■ **Problem to solve**
What lines in the records below include the word "bottom"? Return each one.

Data section start

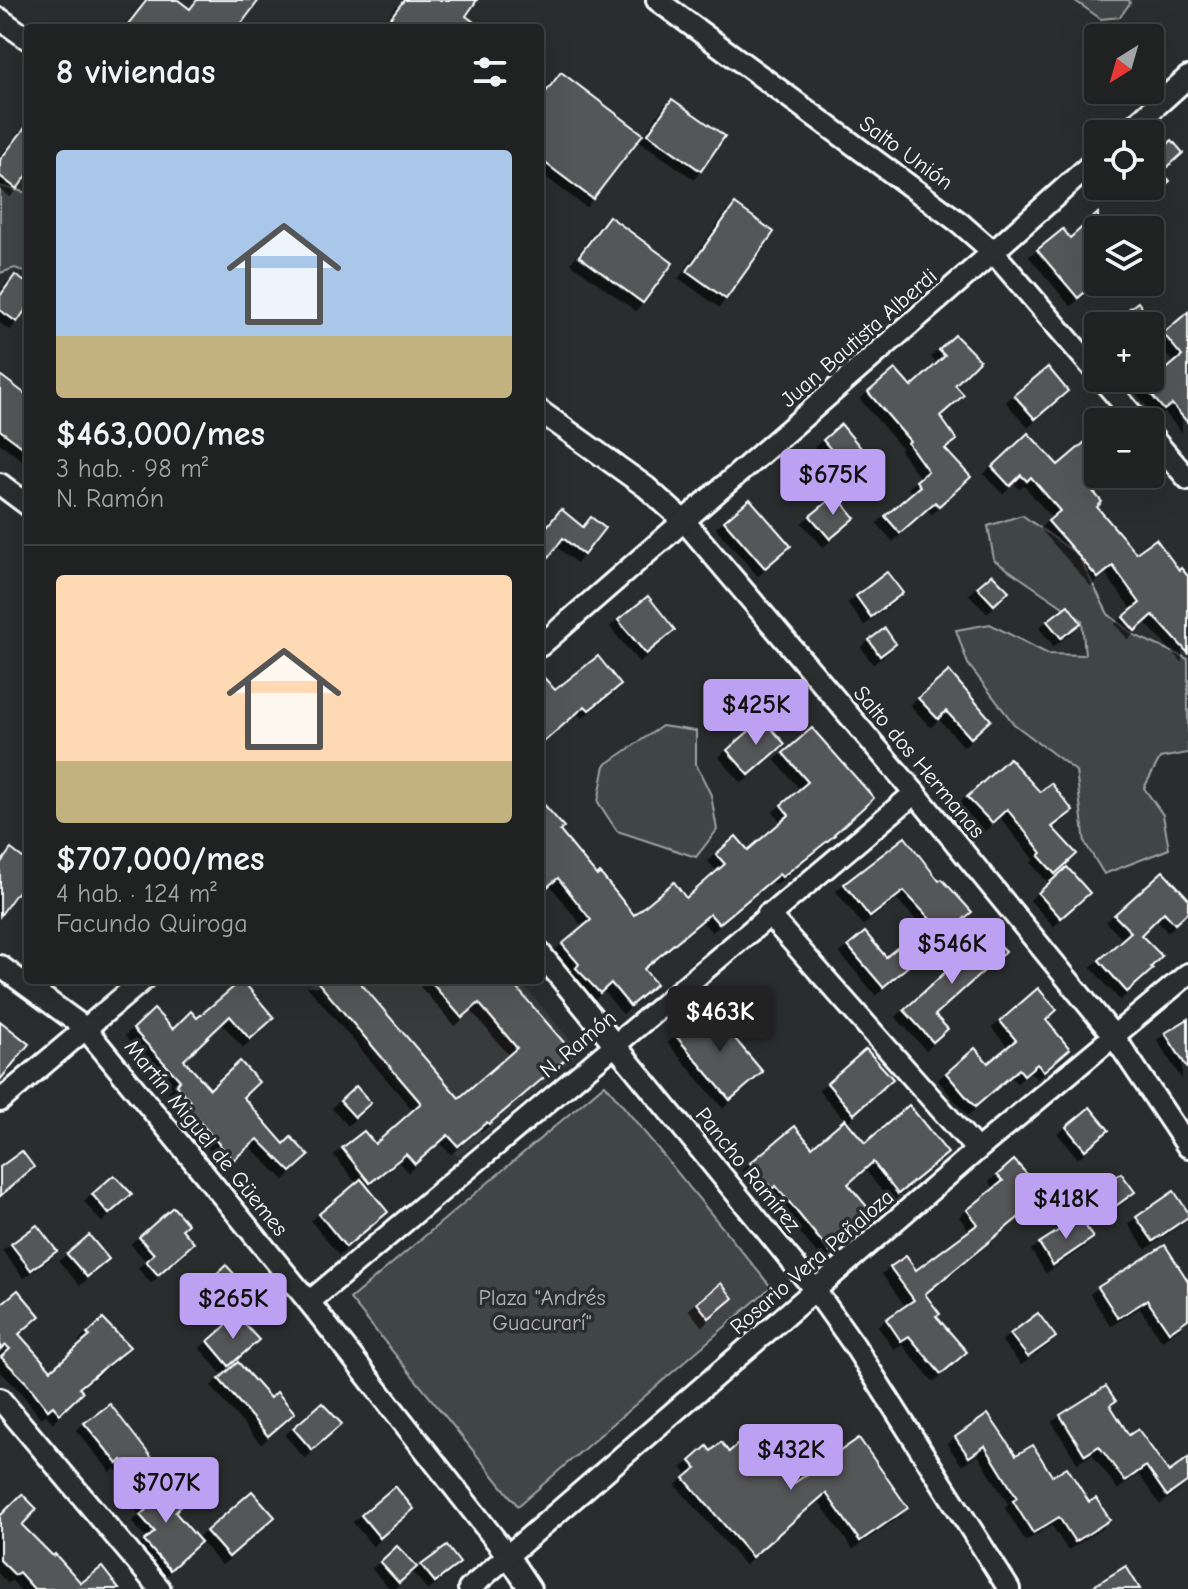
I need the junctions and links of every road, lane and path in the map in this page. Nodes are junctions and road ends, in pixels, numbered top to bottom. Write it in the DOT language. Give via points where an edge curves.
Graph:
graph roads {
  1 [pos="657,0"];
  2 [pos="0,19"];
  3 [pos="24,36"];
  4 [pos="1188,77"];
  5 [pos="1140,120"];
  6 [pos="1084,171"];
  7 [pos="993,252"];
  8 [pos="1084,357"];
  9 [pos="1114,392"];
  10 [pos="1127,408"];
  11 [pos="544,414"];
  12 [pos="1164,451"];
  13 [pos="1188,479"];
  14 [pos="0,484"];
  15 [pos="24,502"];
  16 [pos="685,522"];
  17 [pos="544,643"];
  18 [pos="915,793"];
  19 [pos="768,914"];
  20 [pos="544,958"];
  21 [pos="0,966"];
  22 [pos="1188,974"];
  23 [pos="24,984"];
  24 [pos="25,984"];
  25 [pos="138,984"];
  26 [pos="85,1028"];
  27 [pos="1113,1035"];
  28 [pos="615,1045"];
  29 [pos="0,1101"];
  30 [pos="1188,1147"];
  31 [pos="977,1150"];
  32 [pos="815,1290"];
  33 [pos="309,1302"];
  34 [pos="0,1399"];
  35 [pos="508,1556"];
  36 [pos="160,1589"];
  37 [pos="469,1589"];
  38 [pos="530,1589"];
  39 [pos="1009,1589"];
  1 -- 7 [label="street, Salto Unión"];
  2 -- 3 [label="street"];
  4 -- 5 [label="street"];
  6 -- 7 [label="street, Juan Bautista Alberdi"];
  7 -- 8 [label="street, Salto Unión"];
  7 -- 16 [label="street, Juan Bautista Alberdi"];
  9 -- 10 [label="street, Salto Unión"];
  11 -- 16 [label="street, Salto dos Hermanas" via="646,487"];
  12 -- 13 [label="street"];
  14 -- 15 [label="street"];
  16 -- 17 [label="street, Juan Bautista Alberdi"];
  16 -- 18 [label="street, Salto dos Hermanas"];
  18 -- 19 [label="street, N. Ramón"];
  18 -- 27 [label="street, Salto dos Hermanas"];
  19 -- 28 [label="street, N. Ramón"];
  19 -- 31 [label="street"];
  20 -- 28 [label="street, Pancho Ramírez"];
  21 -- 23 [label="street, Martín Miguel de Güemes"];
  22 -- 27 [label="street, Rosario Vera Peñaloza"];
  24 -- 26 [label="street, Martín Miguel de Güemes"];
  25 -- 26 [label="street"];
  26 -- 29 [label="street"];
  26 -- 33 [label="street, Martín Miguel de Güemes"];
  27 -- 30 [label="street, Salto dos Hermanas"];
  27 -- 31 [label="street, Rosario Vera Peñaloza"];
  28 -- 32 [label="street, Pancho Ramírez"];
  28 -- 33 [label="street, N. Ramón"];
  31 -- 32 [label="street, Rosario Vera Peñaloza"];
  32 -- 35 [label="street, Rosario Vera Peñaloza"];
  32 -- 39 [label="street, Pancho Ramírez"];
  33 -- 35 [label="street, Martín Miguel de Güemes"];
  34 -- 36 [label="street"];
  35 -- 37 [label="street, Rosario Vera Peñaloza"];
  35 -- 38 [label="street, Martín Miguel de Güemes"];
}
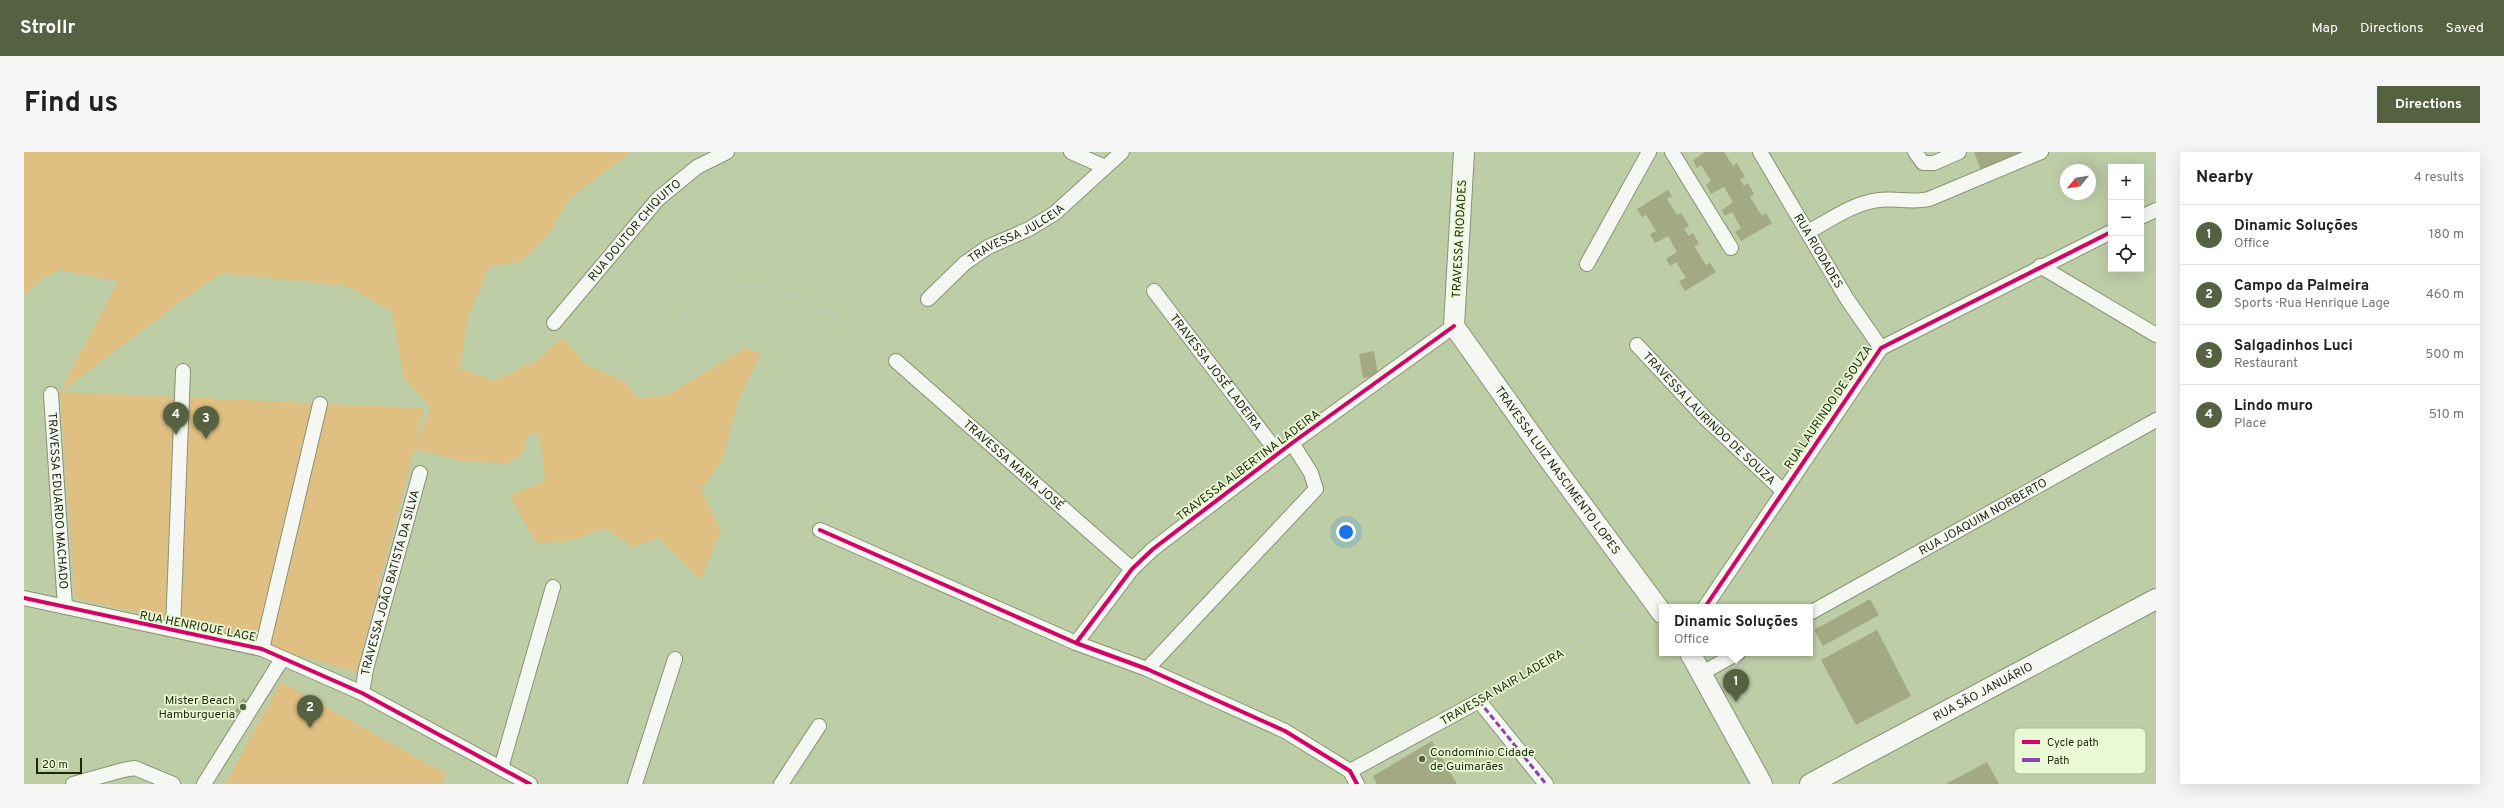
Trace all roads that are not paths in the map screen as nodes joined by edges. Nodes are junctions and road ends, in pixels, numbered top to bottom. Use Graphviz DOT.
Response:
graph roads {
  1 [pos="727,152"];
  2 [pos="1071,152"];
  3 [pos="1122,152"];
  4 [pos="1464,152"];
  5 [pos="1649,152"];
  6 [pos="1760,152"];
  7 [pos="1915,152"];
  8 [pos="1959,152"];
  9 [pos="2041,152"];
  10 [pos="1674,153"];
  11 [pos="1105,167"];
  12 [pos="2156,210"];
  13 [pos="2144,216"];
  14 [pos="1808,232"];
  15 [pos="2108,233"];
  16 [pos="1731,248"];
  17 [pos="1586,264"];
  18 [pos="2040,266"];
  19 [pos="1154,291"];
  20 [pos="928,299"];
  21 [pos="554,323"];
  22 [pos="1454,326"];
  23 [pos="2156,335"];
  24 [pos="1637,345"];
  25 [pos="1881,348"];
  26 [pos="896,361"];
  27 [pos="183,371"];
  28 [pos="51,394"];
  29 [pos="320,404"];
  30 [pos="2156,420"];
  31 [pos="1292,444"];
  32 [pos="1278,453"];
  33 [pos="420,473"];
  34 [pos="1782,491"];
  35 [pos="820,530"];
  36 [pos="1132,569"];
  37 [pos="553,587"];
  38 [pos="24,598"];
  39 [pos="2156,600"];
  40 [pos="1707,604"];
  41 [pos="65,607"];
  42 [pos="1657,607"];
  43 [pos="1813,611"];
  44 [pos="173,629"];
  45 [pos="1076,643"];
  46 [pos="262,649"];
  47 [pos="1692,656"];
  48 [pos="1733,656"];
  49 [pos="282,659"];
  50 [pos="675,659"];
  51 [pos="1147,669"];
  52 [pos="1702,673"];
  53 [pos="362,693"];
  54 [pos="819,726"];
  55 [pos="501,768"];
  56 [pos="1350,771"];
  57 [pos="72,784"];
  58 [pos="173,784"];
  59 [pos="204,784"];
  60 [pos="530,784"];
  61 [pos="635,784"];
  62 [pos="781,784"];
  63 [pos="1357,784"];
  64 [pos="1546,784"];
  65 [pos="1762,784"];
  66 [pos="1810,784"];
  1 -- 21 [label="street, RUA DOUTOR CHIQUITO"];
  2 -- 11 [label="street"];
  3 -- 11 [label="street, TRAVESSA JULCEIA"];
  4 -- 22 [label="street, TRAVESSA RIODADES"];
  5 -- 17 [label="street"];
  6 -- 14 [label="street, RUA RIODADES"];
  7 -- 8 [label="street"];
  9 -- 14 [label="street"];
  10 -- 16 [label="street"];
  11 -- 20 [label="street, TRAVESSA JULCEIA"];
  12 -- 13 [label="street"];
  14 -- 25 [label="street, RUA RIODADES"];
  15 -- 18 [label="street, RUA LAURINDO DE SOUZA"];
  18 -- 23 [label="street"];
  18 -- 25 [label="street, RUA LAURINDO DE SOUZA"];
  19 -- 32 [label="street, TRAVESSA JOSÉ LADEIRA"];
  22 -- 31 [label="street, TRAVESSA ALBERTINA LADEIRA"];
  22 -- 42 [label="street, TRAVESSA LUIZ NASCIMENTO LOPES"];
  24 -- 34 [label="street, TRAVESSA LAURINDO DE SOUZA"];
  25 -- 34 [label="street, RUA LAURINDO DE SOUZA"];
  26 -- 36 [label="street, TRAVESSA MARIA JOSÉ"];
  27 -- 44 [label="street"];
  28 -- 41 [label="street, TRAVESSA EDUARDO MACHADO"];
  29 -- 46 [label="street"];
  30 -- 43 [label="street, RUA JOAQUIM NORBERTO"];
  31 -- 32 [label="street, TRAVESSA ALBERTINA LADEIRA"];
  31 -- 51 [label="street"];
  32 -- 36 [label="street, TRAVESSA ALBERTINA LADEIRA"];
  33 -- 53 [label="street, TRAVESSA JOÃO BATISTA DA SILVA"];
  34 -- 40 [label="street, RUA LAURINDO DE SOUZA"];
  35 -- 45 [label="street"];
  36 -- 45 [label="street, TRAVESSA ALBERTINA LADEIRA"];
  37 -- 55 [label="street"];
  38 -- 41 [label="street, RUA HENRIQUE LAGE"];
  39 -- 66 [label="street, RUA SÃO JANUÁRIO"];
  41 -- 44 [label="street, RUA HENRIQUE LAGE"];
  44 -- 46 [label="street, RUA HENRIQUE LAGE"];
  45 -- 51 [label="street"];
  46 -- 49 [label="street, RUA HENRIQUE LAGE"];
  47 -- 52 [label="street"];
  48 -- 52 [label="street"];
  49 -- 53 [label="street, RUA HENRIQUE LAGE"];
  49 -- 59 [label="street"];
  50 -- 61 [label="street"];
  51 -- 56 [label="street"];
  52 -- 65 [label="street"];
  53 -- 55 [label="street, RUA HENRIQUE LAGE"];
  54 -- 62 [label="street"];
  55 -- 60 [label="street, RUA HENRIQUE LAGE"];
  56 -- 63 [label="street"];
  56 -- 64 [label="street, TRAVESSA NAIR LADEIRA"];
  57 -- 58 [label="street"];
}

Data section end

■ **Solution to the problem**
I need the junctions and links of every road, lane and path in the map in this page. Nodes are junctions and road ends, in pixels, numbered top to bottom. Write it in the DOT language. Give via points where an edge curves.
Trace all roads that are not paths in the map screen as nodes joined by edges. Nodes are junctions and road ends, in pixels, numbered top to bottom. Use Graphviz DOT.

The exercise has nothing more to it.